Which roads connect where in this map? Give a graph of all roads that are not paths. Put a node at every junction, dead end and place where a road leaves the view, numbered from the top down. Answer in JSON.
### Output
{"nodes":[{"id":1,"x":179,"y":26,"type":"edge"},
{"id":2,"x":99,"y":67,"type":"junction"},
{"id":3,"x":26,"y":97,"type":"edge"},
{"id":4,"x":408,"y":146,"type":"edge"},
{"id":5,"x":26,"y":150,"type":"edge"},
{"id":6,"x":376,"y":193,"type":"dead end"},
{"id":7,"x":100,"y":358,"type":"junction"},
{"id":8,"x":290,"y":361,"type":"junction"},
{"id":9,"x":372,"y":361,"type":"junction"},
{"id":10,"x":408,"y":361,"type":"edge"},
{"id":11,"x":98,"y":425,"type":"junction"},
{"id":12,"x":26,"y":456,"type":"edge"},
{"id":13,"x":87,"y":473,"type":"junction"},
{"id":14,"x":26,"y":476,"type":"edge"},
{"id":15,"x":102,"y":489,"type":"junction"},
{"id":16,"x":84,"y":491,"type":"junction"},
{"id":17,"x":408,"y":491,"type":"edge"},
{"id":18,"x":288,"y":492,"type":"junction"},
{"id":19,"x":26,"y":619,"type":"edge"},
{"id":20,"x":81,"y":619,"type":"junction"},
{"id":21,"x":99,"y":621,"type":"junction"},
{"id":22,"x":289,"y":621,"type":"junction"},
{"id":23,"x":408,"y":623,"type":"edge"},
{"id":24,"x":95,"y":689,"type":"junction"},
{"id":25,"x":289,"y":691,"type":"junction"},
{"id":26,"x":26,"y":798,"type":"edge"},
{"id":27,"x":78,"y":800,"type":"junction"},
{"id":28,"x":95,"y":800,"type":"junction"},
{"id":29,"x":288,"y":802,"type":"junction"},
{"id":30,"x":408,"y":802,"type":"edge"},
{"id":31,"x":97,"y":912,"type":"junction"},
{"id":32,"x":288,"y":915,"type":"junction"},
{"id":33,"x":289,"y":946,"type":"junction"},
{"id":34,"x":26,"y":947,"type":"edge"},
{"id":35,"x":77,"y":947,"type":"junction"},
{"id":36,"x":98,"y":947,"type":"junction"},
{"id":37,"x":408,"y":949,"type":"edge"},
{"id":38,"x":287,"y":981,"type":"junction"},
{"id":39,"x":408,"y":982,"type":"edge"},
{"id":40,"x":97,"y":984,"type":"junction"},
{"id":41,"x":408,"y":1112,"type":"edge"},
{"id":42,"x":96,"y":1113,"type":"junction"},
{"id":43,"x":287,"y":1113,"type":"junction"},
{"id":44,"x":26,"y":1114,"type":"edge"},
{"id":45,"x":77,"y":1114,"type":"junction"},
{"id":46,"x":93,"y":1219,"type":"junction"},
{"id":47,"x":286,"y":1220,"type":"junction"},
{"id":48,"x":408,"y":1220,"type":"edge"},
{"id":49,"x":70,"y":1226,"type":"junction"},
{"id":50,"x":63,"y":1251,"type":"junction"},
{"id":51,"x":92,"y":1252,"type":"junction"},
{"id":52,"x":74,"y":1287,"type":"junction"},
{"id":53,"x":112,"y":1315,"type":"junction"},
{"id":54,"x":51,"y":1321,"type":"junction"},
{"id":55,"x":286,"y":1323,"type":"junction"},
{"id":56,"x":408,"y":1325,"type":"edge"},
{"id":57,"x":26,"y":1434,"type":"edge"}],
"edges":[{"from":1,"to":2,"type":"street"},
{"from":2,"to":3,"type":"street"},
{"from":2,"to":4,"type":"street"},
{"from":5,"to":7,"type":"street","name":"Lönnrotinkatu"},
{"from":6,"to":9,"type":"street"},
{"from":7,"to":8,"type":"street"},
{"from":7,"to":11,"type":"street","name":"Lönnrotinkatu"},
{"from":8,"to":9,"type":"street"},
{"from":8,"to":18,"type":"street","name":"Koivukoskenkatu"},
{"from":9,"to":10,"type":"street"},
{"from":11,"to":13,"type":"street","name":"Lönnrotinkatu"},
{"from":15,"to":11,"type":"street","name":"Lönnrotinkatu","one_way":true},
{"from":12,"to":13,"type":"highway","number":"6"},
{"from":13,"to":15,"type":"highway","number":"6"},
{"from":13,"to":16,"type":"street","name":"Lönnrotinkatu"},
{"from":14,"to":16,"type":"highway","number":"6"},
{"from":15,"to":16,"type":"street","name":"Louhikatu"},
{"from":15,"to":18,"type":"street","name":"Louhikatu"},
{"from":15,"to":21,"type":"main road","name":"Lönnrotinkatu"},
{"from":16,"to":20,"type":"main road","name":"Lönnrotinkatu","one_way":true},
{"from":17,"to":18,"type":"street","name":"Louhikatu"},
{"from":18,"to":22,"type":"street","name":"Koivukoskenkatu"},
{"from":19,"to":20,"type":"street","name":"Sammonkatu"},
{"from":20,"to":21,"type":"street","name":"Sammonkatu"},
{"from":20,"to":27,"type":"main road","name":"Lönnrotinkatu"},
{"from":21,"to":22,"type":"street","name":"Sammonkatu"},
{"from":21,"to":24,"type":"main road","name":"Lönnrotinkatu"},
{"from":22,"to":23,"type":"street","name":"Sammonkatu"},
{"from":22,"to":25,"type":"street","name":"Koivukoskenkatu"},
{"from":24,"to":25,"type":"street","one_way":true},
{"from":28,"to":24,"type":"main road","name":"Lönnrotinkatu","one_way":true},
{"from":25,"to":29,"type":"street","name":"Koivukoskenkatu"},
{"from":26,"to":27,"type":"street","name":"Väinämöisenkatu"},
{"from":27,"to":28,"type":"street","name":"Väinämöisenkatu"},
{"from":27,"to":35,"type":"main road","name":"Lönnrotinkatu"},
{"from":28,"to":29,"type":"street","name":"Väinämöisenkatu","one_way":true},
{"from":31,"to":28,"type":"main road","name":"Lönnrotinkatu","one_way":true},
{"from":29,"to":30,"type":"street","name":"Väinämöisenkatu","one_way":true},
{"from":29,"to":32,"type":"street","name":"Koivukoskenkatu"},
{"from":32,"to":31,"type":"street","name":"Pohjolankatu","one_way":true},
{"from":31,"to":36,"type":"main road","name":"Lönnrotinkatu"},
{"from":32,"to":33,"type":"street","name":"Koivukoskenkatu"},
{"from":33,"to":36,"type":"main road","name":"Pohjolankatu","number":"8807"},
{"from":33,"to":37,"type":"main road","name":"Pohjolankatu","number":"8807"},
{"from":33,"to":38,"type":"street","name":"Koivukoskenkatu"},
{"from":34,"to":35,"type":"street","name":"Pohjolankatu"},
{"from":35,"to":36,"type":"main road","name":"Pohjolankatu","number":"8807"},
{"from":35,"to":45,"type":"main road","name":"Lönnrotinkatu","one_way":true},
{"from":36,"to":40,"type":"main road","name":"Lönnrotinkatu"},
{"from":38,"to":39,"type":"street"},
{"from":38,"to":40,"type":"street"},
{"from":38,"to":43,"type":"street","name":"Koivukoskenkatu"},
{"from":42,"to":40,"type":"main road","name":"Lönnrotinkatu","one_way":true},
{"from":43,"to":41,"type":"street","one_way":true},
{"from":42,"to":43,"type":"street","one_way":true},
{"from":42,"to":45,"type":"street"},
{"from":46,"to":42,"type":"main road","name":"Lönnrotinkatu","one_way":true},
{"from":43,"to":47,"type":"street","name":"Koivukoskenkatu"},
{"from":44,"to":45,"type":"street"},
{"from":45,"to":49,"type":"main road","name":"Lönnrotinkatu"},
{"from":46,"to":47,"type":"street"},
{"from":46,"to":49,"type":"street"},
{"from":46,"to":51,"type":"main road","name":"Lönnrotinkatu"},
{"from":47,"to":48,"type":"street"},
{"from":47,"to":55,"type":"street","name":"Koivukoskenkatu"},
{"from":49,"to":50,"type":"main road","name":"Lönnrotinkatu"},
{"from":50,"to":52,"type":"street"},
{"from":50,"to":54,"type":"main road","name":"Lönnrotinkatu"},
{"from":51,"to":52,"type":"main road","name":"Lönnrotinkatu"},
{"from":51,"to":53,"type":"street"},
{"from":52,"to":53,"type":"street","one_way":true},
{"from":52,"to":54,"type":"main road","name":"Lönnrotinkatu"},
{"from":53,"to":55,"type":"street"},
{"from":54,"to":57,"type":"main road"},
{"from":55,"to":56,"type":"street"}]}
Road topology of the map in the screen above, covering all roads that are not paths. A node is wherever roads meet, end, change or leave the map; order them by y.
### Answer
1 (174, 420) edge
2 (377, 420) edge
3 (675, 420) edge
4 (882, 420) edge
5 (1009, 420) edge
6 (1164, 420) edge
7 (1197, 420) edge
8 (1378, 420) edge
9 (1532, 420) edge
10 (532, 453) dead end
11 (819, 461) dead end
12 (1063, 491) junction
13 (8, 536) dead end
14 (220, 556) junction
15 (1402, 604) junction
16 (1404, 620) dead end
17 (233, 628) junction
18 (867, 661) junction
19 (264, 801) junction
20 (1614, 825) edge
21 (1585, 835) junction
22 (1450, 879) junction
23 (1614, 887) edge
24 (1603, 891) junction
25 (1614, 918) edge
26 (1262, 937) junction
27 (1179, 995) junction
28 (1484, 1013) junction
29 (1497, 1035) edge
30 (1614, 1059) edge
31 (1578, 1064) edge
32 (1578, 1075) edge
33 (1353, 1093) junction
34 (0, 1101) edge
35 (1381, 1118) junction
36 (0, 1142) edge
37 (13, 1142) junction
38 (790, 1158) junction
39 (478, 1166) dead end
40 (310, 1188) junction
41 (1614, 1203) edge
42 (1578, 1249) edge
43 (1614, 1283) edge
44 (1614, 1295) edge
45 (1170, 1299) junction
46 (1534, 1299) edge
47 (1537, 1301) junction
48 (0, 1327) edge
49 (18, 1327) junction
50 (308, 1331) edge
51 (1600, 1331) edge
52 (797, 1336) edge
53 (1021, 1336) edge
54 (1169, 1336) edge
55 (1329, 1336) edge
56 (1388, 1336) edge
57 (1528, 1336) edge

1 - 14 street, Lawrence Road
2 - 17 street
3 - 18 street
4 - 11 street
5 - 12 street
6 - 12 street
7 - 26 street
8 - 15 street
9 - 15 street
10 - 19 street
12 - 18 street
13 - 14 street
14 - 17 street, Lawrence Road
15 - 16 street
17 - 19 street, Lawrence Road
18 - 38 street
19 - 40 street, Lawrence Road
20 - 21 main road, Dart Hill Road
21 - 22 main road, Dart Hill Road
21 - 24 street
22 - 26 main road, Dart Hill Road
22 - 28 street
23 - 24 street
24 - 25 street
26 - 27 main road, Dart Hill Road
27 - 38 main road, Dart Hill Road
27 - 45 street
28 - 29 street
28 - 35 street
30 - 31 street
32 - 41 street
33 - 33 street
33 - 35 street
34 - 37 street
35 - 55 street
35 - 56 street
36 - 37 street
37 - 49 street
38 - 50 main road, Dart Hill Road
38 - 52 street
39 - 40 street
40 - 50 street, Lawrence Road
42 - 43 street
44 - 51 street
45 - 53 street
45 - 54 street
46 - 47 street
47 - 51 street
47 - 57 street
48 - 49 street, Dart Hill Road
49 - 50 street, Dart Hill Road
※ ※ ※
[TASK PROMPT]: The records are given above. Copy each line in them that holds "dead".

[FINISHED EXERCISE]:
Which roads connect where in this map? Give a graph of all roads that are not paths. Put a node at every junction, dead end and place where a road leaves the view, numbered from the top down. Answer in JSON.
{"id":6,"x":376,"y":193,"type":"dead end"},
10 (532, 453) dead end
11 (819, 461) dead end
13 (8, 536) dead end
16 (1404, 620) dead end
39 (478, 1166) dead end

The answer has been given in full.